If we wish to succeed in finding a way to reach net-zero, we also need to find better alternatives to provide energy for our nation. For many, the answer is nuclear; however, nuclear radiation can cause lung cancer as people may inhale radiation particles. We believe that the future lies in hydropower.
Hydropower is the cheapest form of renewable energy, and the most obvious choice for an island nation. The government should invest heavily in making progress in this area in order to reach its 2050 target.
Clearly, 2032 – now just a decade away – is too soon to get our country to net-zero in any kind of practical or affordable way. However, finding a renewable source to slowly make the switch from carbon to hydropower by 2050 is the sensible, affordable and achievable route to making the UK net-zero.

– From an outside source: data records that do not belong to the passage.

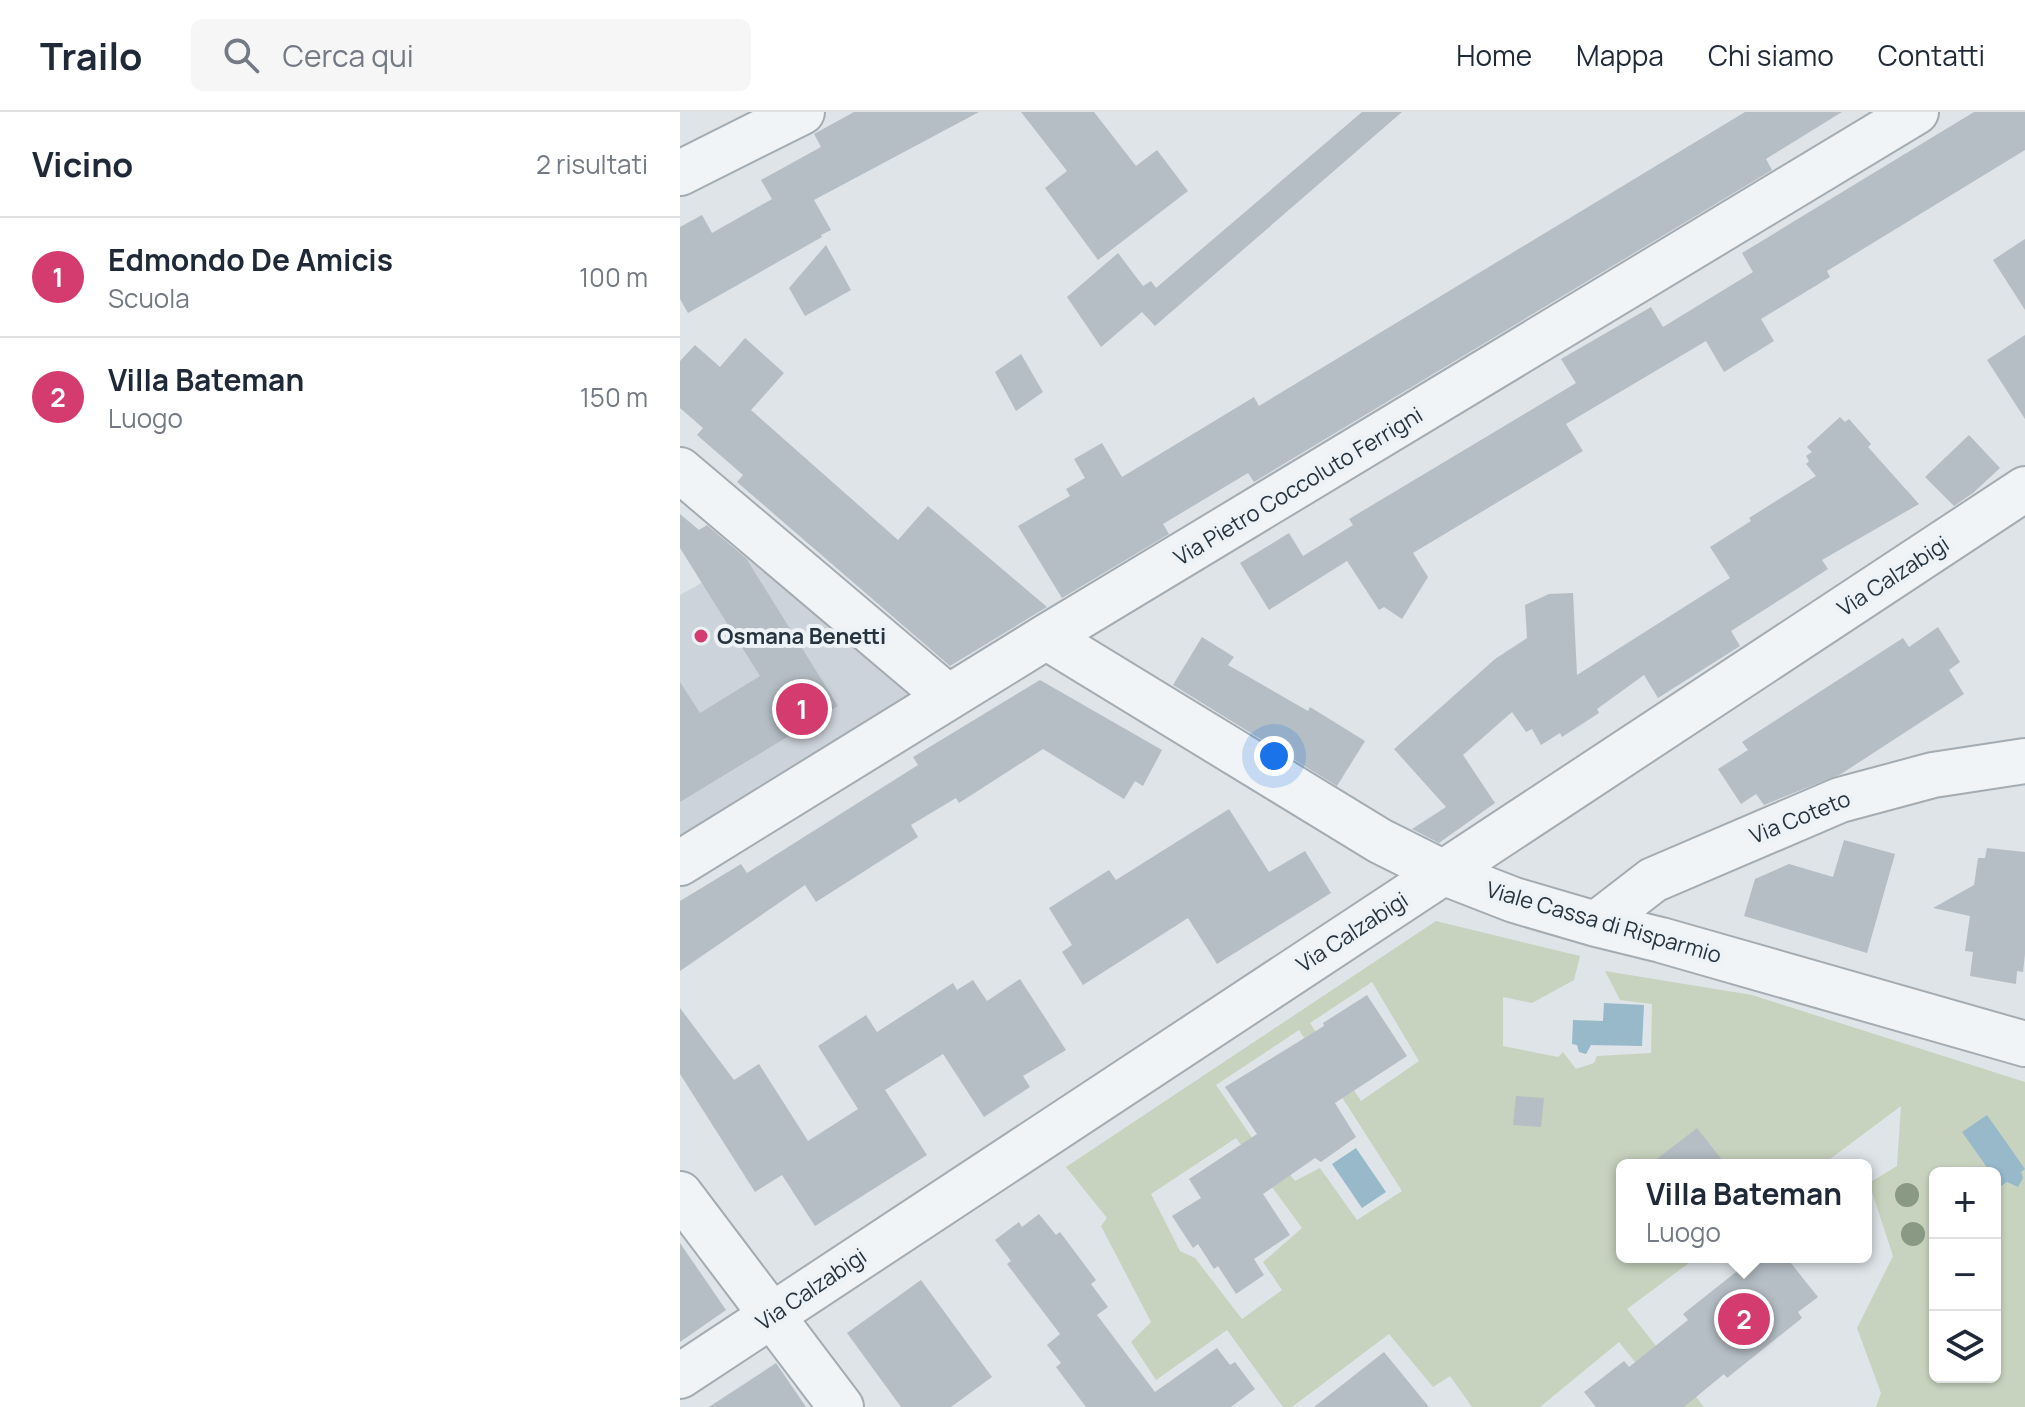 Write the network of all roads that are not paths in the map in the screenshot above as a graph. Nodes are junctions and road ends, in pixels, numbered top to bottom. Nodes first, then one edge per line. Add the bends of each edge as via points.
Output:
1 (802, 112) edge
2 (1916, 112) edge
3 (680, 173) edge
4 (680, 470) edge
5 (2025, 489) edge
6 (1046, 637) junction
7 (948, 697) junction
8 (2025, 761) edge
9 (680, 863) edge
10 (1442, 872) junction
11 (1596, 924) junction
12 (2025, 1044) edge
13 (680, 1194) edge
14 (773, 1315) junction
15 (680, 1376) edge
16 (841, 1407) edge

1 - 3 street
2 - 6 street, Via Pietro Coccoluto Ferrigni via 1798,171 1254,499
4 - 7 street
5 - 10 street, Via Calzabigi
6 - 7 street, Via Pietro Coccoluto Ferrigni
6 - 10 street, Viale Cassa di Risparmio via 1380,841
7 - 9 street, Via Pietro Coccoluto Ferrigni
8 - 11 street, Via Coteto via 1933,775 1840,800 1653,880
10 - 11 street, Viale Cassa di Risparmio
10 - 14 street, Via Calzabigi
11 - 12 street, Viale Cassa di Risparmio
13 - 14 street
14 - 15 street, Via Calzabigi
14 - 16 street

Vote ‘No to 32’ to help our country.
The ‘Zero Now’ campaign By Emily Cullen and Lily Maughan, Block 3
The ‘Zero-Now’ campaign believes that unless we start reducing greenhouse emissions immediately, then climate change – with all its damaging effects – will be irreversible. The UK government should make a legally-binding commitment to become a net-zero nation by 2032. The earlier we start, the more time we have left.
10 years may seem too soon, but the UK needs to set an example. It was the first country in the world to create a legally-binding national commitment to cut greenhouse gas emissions via the Climate Change Act of 2008. This gives us a powerful voice and influence with the rest of the world. A reduction in greenhouse gases simply must happen very soon, and a legally-binding agreement commits both government and businesses to this aim, which makes progress much more likely.
Some key policies to reach this target include:
Funding more electric vehicle charging stations, and converting them to be sustainably powered (e.g. solar panelled)
Identifying, prioritising and adapting government investments in infrastructure and innovating technology to address climate change risks effectively
Assist businesses and large emitters in transitioning to being carbon neutral
Financial incentives for improved water and wastewater management
Construction of new sustainable power stations around the UK, made by carbon neutral companies
These are some of the many ways we can reach net-zero by 2032. Achieving net-zero urgently is vital, as it’s the best way we can tackle climate change and reduce global warming. What we do in the next decade to limit emissions will be critical to our future, and currently our target of 2050 is too far off. If we want future generations to thrive then we must act now.